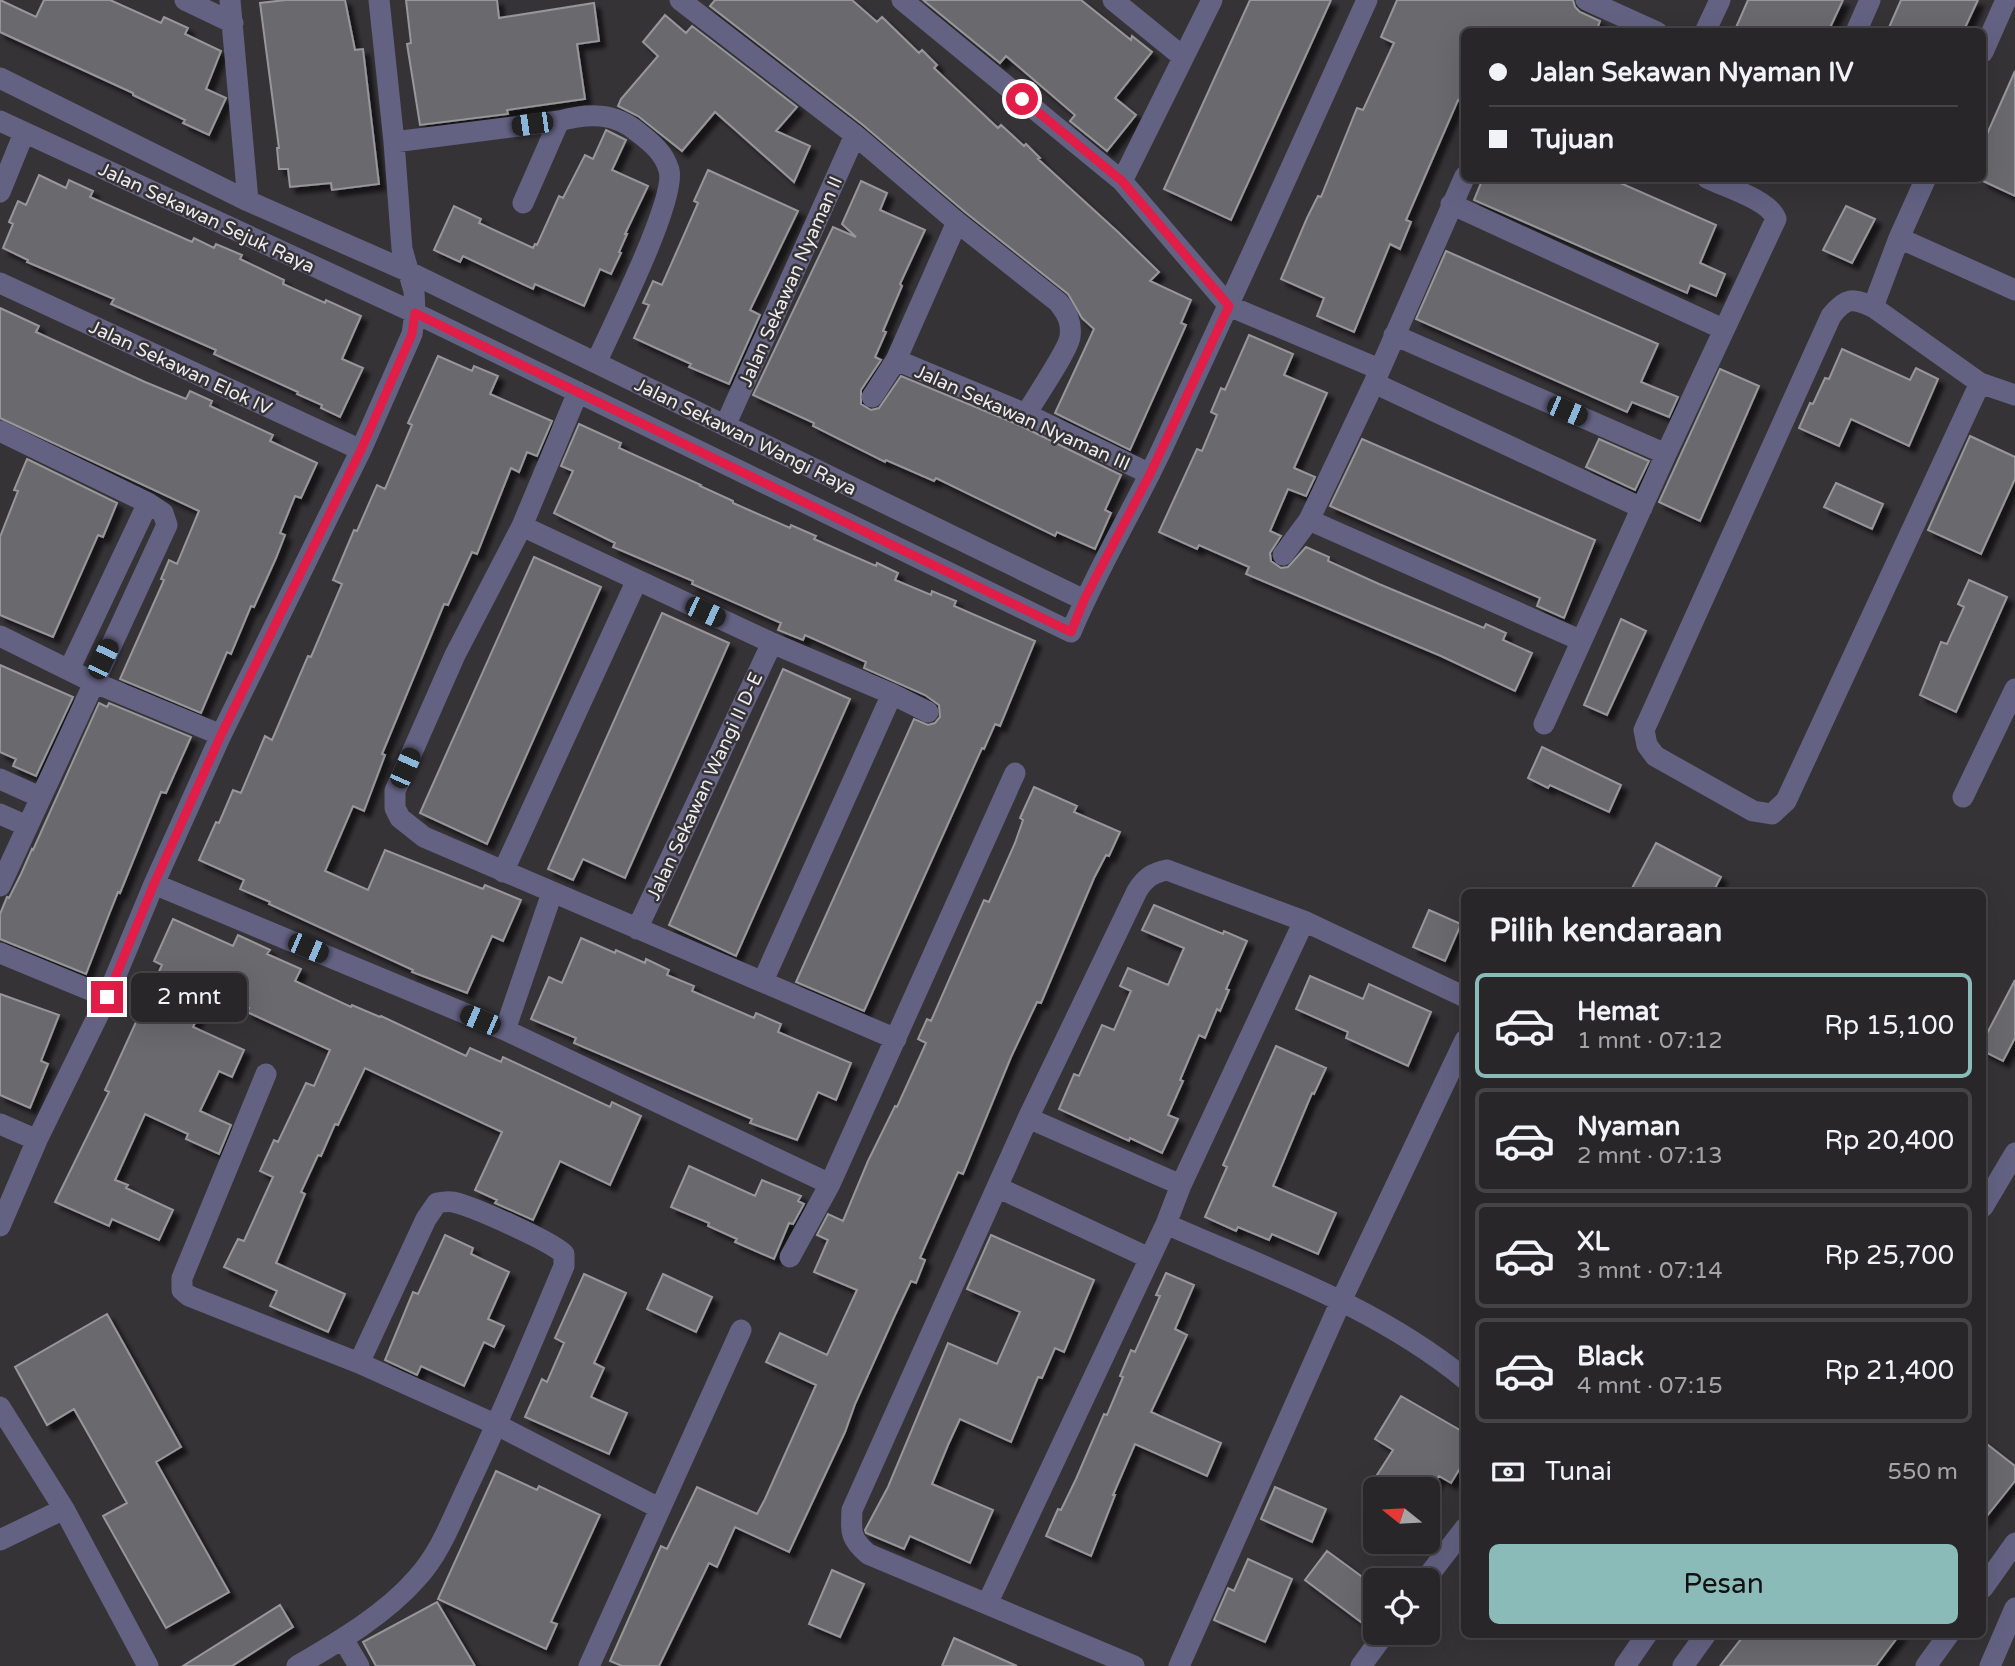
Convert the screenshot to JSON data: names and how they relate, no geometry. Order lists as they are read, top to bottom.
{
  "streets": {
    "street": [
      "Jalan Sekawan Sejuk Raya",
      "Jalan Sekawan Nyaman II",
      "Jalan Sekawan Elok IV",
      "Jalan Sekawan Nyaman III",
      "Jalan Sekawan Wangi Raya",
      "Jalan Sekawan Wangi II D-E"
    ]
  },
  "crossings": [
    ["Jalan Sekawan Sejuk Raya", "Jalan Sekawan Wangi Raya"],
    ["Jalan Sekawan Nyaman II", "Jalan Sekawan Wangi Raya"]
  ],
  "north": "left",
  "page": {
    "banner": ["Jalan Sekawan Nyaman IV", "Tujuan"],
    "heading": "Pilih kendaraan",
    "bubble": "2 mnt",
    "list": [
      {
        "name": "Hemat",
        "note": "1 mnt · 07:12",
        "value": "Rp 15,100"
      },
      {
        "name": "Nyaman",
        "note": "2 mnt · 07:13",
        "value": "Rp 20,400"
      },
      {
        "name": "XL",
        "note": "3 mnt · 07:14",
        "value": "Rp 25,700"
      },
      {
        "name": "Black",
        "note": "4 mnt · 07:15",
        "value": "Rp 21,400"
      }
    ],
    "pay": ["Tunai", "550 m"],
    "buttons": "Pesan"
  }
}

▶ _Aim of the task_: Run a filter over the data above and keep each line that contains the word "Jalan".

▶ _Result of the task_:
      "Jalan Sekawan Sejuk Raya",
      "Jalan Sekawan Nyaman II",
      "Jalan Sekawan Elok IV",
      "Jalan Sekawan Nyaman III",
      "Jalan Sekawan Wangi Raya",
      "Jalan Sekawan Wangi II D-E"
    ["Jalan Sekawan Sejuk Raya", "Jalan Sekawan Wangi Raya"],
    ["Jalan Sekawan Nyaman II", "Jalan Sekawan Wangi Raya"]
    "banner": ["Jalan Sekawan Nyaman IV", "Tujuan"],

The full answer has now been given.